# [Exercise]
In the listing below, locate the lines that hold "image" and copy them.
---------- Provided entries
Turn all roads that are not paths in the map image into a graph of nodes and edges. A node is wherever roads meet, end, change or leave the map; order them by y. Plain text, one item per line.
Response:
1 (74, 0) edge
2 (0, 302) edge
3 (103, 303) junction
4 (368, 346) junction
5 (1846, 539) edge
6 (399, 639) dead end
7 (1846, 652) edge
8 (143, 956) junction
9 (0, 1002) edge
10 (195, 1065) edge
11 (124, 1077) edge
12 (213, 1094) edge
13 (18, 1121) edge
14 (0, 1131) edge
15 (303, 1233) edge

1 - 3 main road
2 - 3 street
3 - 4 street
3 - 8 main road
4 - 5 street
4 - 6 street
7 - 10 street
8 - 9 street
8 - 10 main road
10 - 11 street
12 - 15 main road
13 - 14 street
--------------------
---------- Provided entries
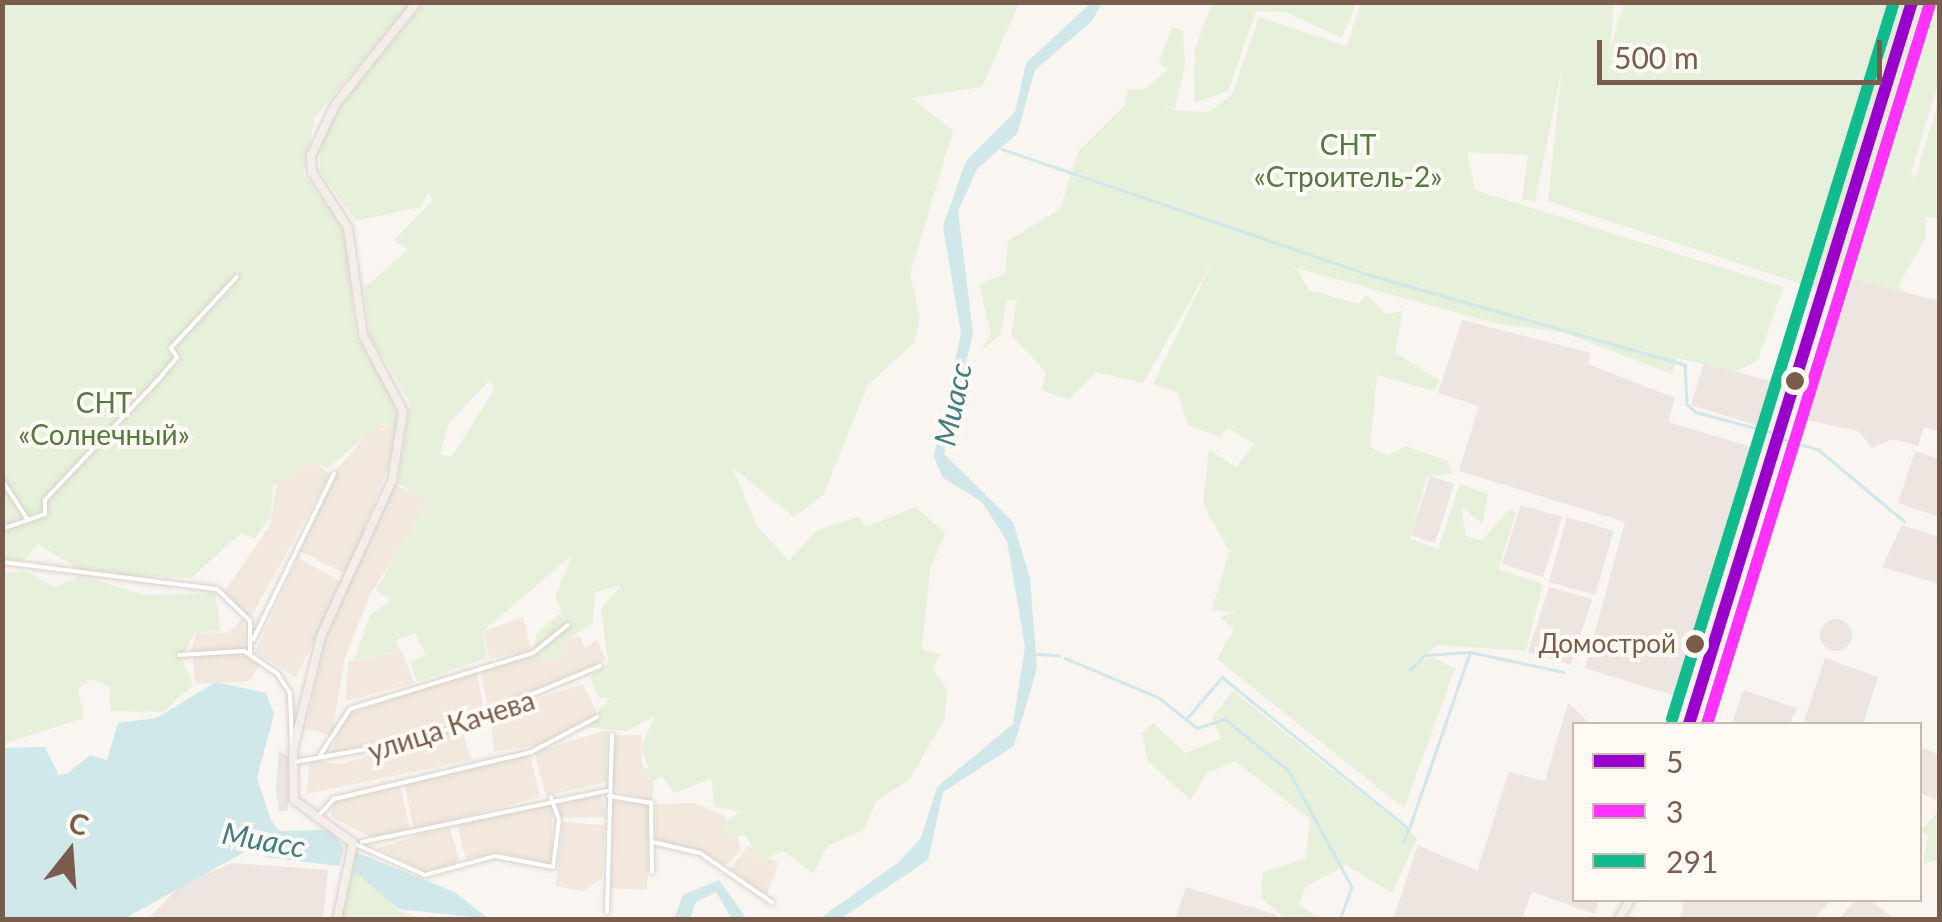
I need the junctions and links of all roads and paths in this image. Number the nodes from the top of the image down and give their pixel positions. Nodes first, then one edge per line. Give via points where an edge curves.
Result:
--------------------
# [Expected answer]
Turn all roads that are not paths in the map image into a graph of nodes and edges. A node is wherever roads meet, end, change or leave the map; order them by y. Plain text, one item per line.
I need the junctions and links of all roads and paths in this image. Number the nodes from the top of the image down and give their pixel positions. Nodes first, then one edge per line. Give via points where an edge curves.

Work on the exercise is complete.